Ansatz, $x = \exp(\gamma t)$; $\gamma = -\omega_0\left[\beta \pm i\sqrt{1 - \beta^2}\right]$

In [None]:
def damped_sho(t, omega_0, beta, shift=0):
    # beta less than 1 for underdamped
    envel = beta * omega_0
    osc = torch.sqrt(1 - beta**2) * omega_0
    tau = t - shift
    data = torch.exp(-envel * tau) * torch.cos(osc * tau)
    data[tau < 0] = 0  # assume oscillator starts at tau = 0
    return data

def damped_sho_bilby(t, omega_0, beta, shift=0):
    # beta less than 1 for underdamped
    envel = beta * omega_0
    osc = np.sqrt(1 - beta**2) * omega_0
    tau = t - shift
    data = np.exp(-envel * tau) * np.cos(osc * tau)
    data[tau < 0] = 0  # assume oscillator starts at tau = 0

    return data

## Plot

In [None]:
omega_0 = torch.tensor(1.94)
beta = torch.tensor(0.4)

t_vals = torch.linspace(-1, 10, 200)
for shift in [-1, 0, 1, 2]:
    x_vals = damped_sho(t_vals, omega_0=omega_0, beta=beta, shift=shift)
    plt.plot(t_vals, x_vals, label=f"{omega_0=}; {beta=}; {shift=}")
plt.xlabel("Time")
plt.ylabel("Disp")
plt.axvline(x=0, linestyle='dotted', color='black')
plt.legend()

In [None]:
injection_parameters = dict(omega_0=omega_0, beta=beta, shift=2)
print(injection_parameters)

In [None]:
num_points = 200
t_vals = np.linspace(-1, 10, num_points)

In [None]:
sigma = 0.4

In [None]:
data = damped_sho(t_vals, **injection_parameters) + np.random.normal(0, sigma, t_vals.size)

In [None]:
fig, ax = plt.subplots()
ax.plot(t_vals, data, 'o', label='$\\{x_i, y_i\\}$')
ax.plot(t_vals, damped_sho(t_vals, **injection_parameters), '--r', label='f(x)')
ax.legend()
ax.set_xlabel('x')
ax.set_ylabel('y')

In [None]:
import bilby
from bilby.core.prior import Uniform, DeltaFunction

## Prior for parameters

In [None]:
priors = dict()

priors['omega_0'] = Uniform(0.1, 2, name='omega_0', latex_label='$\omega_0$') #np array
priors['beta'] = Uniform(0, 0.5, name='beta', latex_label='$\\beta$') #np array
priors['shift'] = Uniform(-4, 4, name='shift', latex_label='$\Delta\;t$')

In [None]:
from IPython.display import clear_output
from time import sleep

In [None]:
import torch

def get_data(omega_0=None, beta=None, shift=None, num_points=1):
    """Sample omega, beta, shift and return a batch of data with noise"""
    omega_0 = priors['omega_0'].sample() if omega_0 is None else omega_0
    omega_0 = torch.tensor(omega_0).to(dtype=torch.float32)
    beta = priors['beta'].sample() if beta is None else beta
    beta = torch.tensor(beta).to(dtype=torch.float32)
    shift = priors['shift'].sample() if shift is None else shift
    shift = torch.tensor(shift).to(dtype=torch.float32)
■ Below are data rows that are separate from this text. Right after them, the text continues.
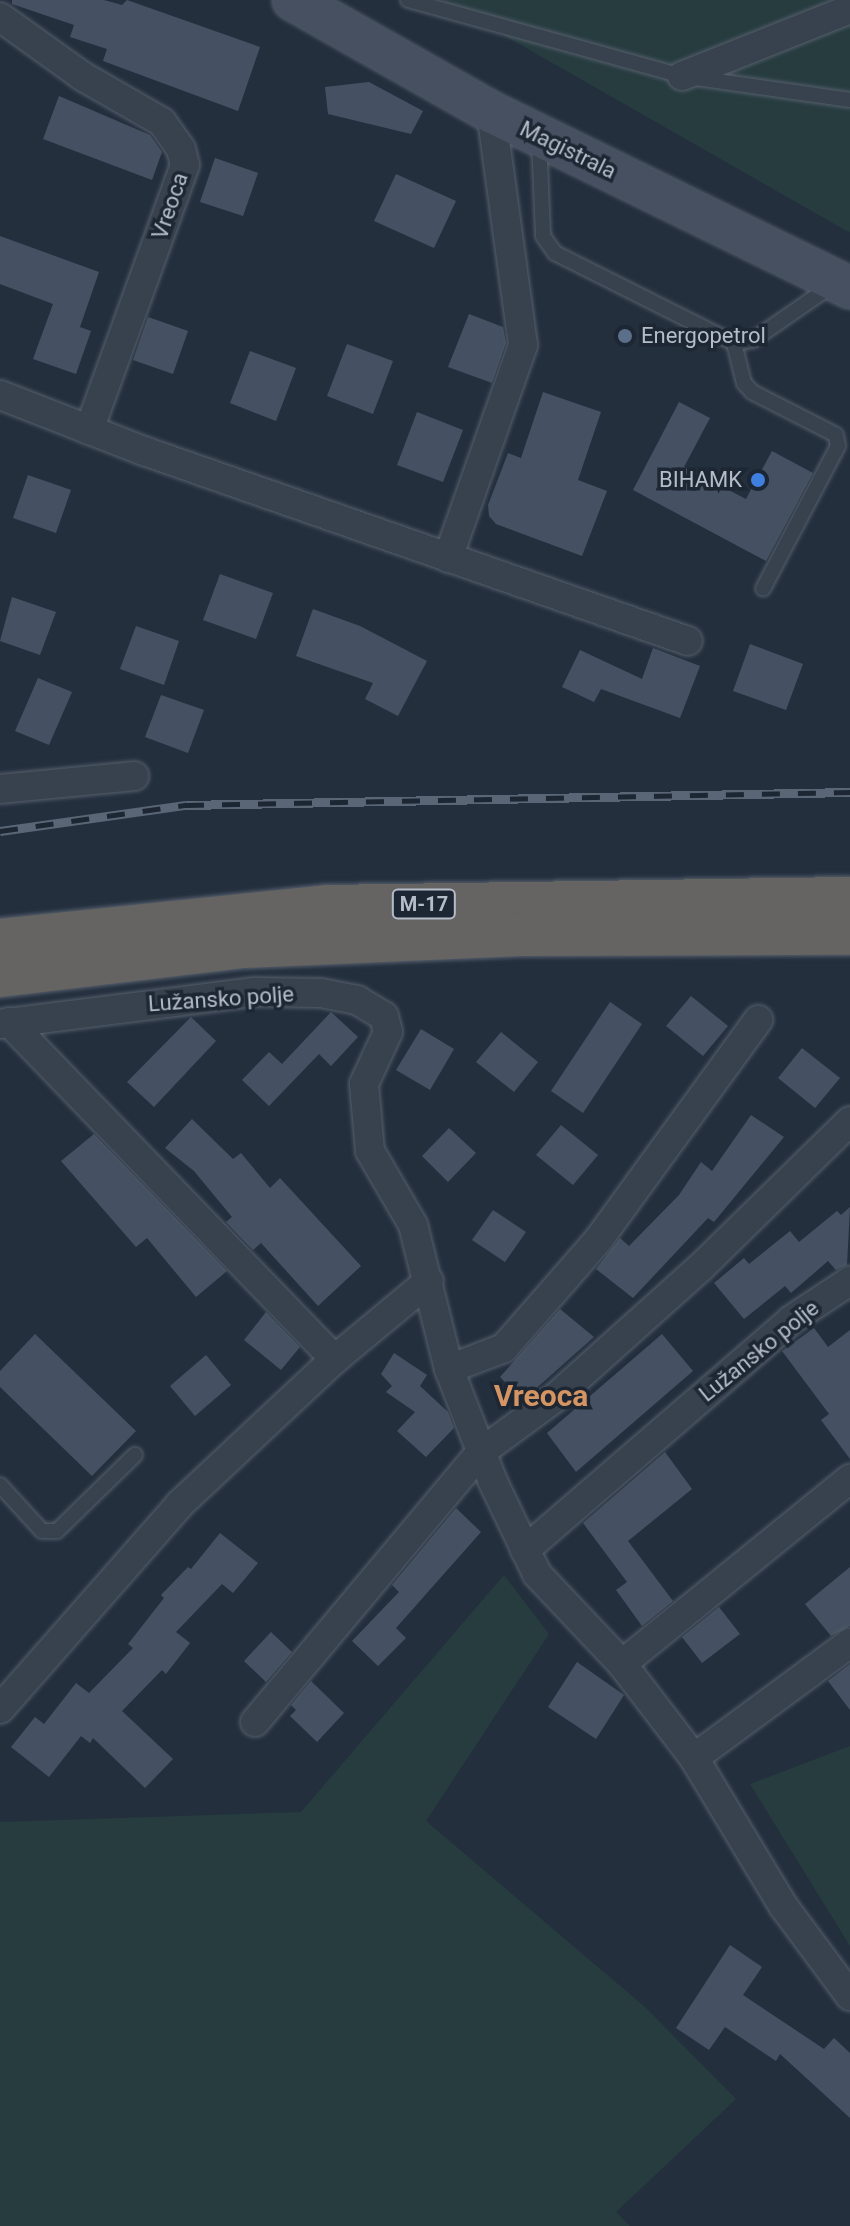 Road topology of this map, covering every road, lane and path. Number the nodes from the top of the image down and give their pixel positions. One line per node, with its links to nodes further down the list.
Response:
1 (293, 0): 7 (main road, Magistrala)
2 (408, 0): 5 (lane)
3 (850, 9): 5 (street)
4 (0, 17): 12 (street, Vreoca)
5 (682, 76): 6 (lane)
6 (850, 100)
7 (491, 112): 8 (main road, Magistrala); 13 (street)
8 (539, 135): 9 (main road, Magistrala); 10 (lane)
9 (843, 285): 10 (lane)
10 (734, 343): 14 (lane)
11 (0, 395): 12 (street)
12 (89, 430): 13 (street)
13 (448, 558): 15 (street)
14 (763, 589)
15 (688, 641)
16 (134, 776): 17 (street)
17 (0, 789)
18 (850, 899): 20 (highway, M-17)
19 (850, 933): 21 (highway, M-17)
20 (0, 941)
21 (0, 975)
22 (758, 1020): 28 (street)
23 (4, 1023): 25 (street, Lužansko polje); 27 (street, Lužansko polje)
24 (850, 1121): 29 (street)
25 (429, 1281): 27 (street); 28 (street, Lužansko polje)
26 (850, 1281): 33 (street, Lužansko polje)
27 (335, 1359): 36 (street)
28 (449, 1369): 29 (street, Lužansko polje)
29 (480, 1453): 33 (street, Lužansko polje); 37 (street)
30 (135, 1455): 32 (lane)
31 (850, 1479): 35 (street)
32 (0, 1485)
33 (525, 1550): 35 (street, Lužansko polje)
34 (850, 1643): 38 (street)
35 (622, 1664): 38 (street, Lužansko polje)
36 (0, 1709)
37 (255, 1722)
38 (694, 1758): 39 (street, Lužansko polje)
39 (850, 1996)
    t_vals = torch.linspace(-1, 10, num_points).to(dtype=torch.float32) #

    y = damped_sho(t_vals, omega_0=omega_0, beta=beta, shift=shift)
    y += sigma * torch.randn(size=y.size()).to(dtype=torch.float32)

    return t_vals, y, omega_0, beta, shift

# Add augmentation

In [None]:
import torch
from torch.utils.data import Dataset, DataLoader
import torch.nn.functional as F
from torch import nn, optim
# from torch.utils.tensorboard import SummaryWriter
from tensorboardX import SummaryWriter

In [None]:
%%time

num_simulations = 100000
num_repeats = 10

theta_unshifted_vals = []
theta_shifted_vals = []
data_unshifted_vals = []
data_shifted_vals = []

for ii in range(num_simulations):
    # generated data with a fixed shift
    t_vals, y_unshifted, omega, beta, shift = get_data(num_points=num_points, shift=1)
    # create repeats
    theta_unshifted = torch.tensor([omega, beta, shift]).repeat(num_repeats, 1).to(device=device)
    theta_unshifted_vals.append(theta_unshifted)
    data_unshifted_vals.append(y_unshifted.repeat(num_repeats, 1).to(device=device))
    # generate shifted data
    theta_shifted = []
    data_shifted = []
    for _ in range(num_repeats):
        t_val, y_shifted, _omega, _beta, shift = get_data(
            omega_0=omega, beta=beta,  # omega and beta same as above
            shift=None,
            num_points=num_points
        )
        theta_shifted.append(torch.tensor([omega, beta, shift]))
        data_shifted.append(y_shifted)
    theta_shifted_vals.append(torch.stack(theta_shifted).to(device=device))
    data_shifted_vals.append(torch.stack(data_shifted).to(device=device))

In [None]:
class DataGenerator(Dataset):
    def __len__(self):
        return num_simulations

    def __getitem__(self, idx):
        if torch.is_tensor(idx):
            idx = idx.tolist()
        return (
            theta_shifted_vals[idx].to(dtype=torch.float32),
            theta_unshifted_vals[idx].to(dtype=torch.float32),
            data_shifted_vals[idx].to(dtype=torch.float32),
            data_unshifted_vals[idx].to(dtype=torch.float32)
        )

In [None]:
dataset = DataGenerator()

In [None]:
_, t, d, _ = dataset[6]

fig, ax = plt.subplots()

for (omega, beta, shift), points in zip(t, d):
    ax.plot(t_vals.clone().detach().cpu().numpy(), points.clone().detach().cpu().numpy(),
            'o', markersize=0.8)
ax.set_xlabel('t')
ax.set_ylabel('y')
ax.set_title(f"Augmented sample; $\\omega_0$ = {t[0][0]:.1f}; $\\beta$ = {t[0][1]:.1f}")

In [None]:
train_set_size = int(0.8 * num_simulations)
val_set_size = int(0.1 * num_simulations)
test_set_size = int(0.1 * num_simulations)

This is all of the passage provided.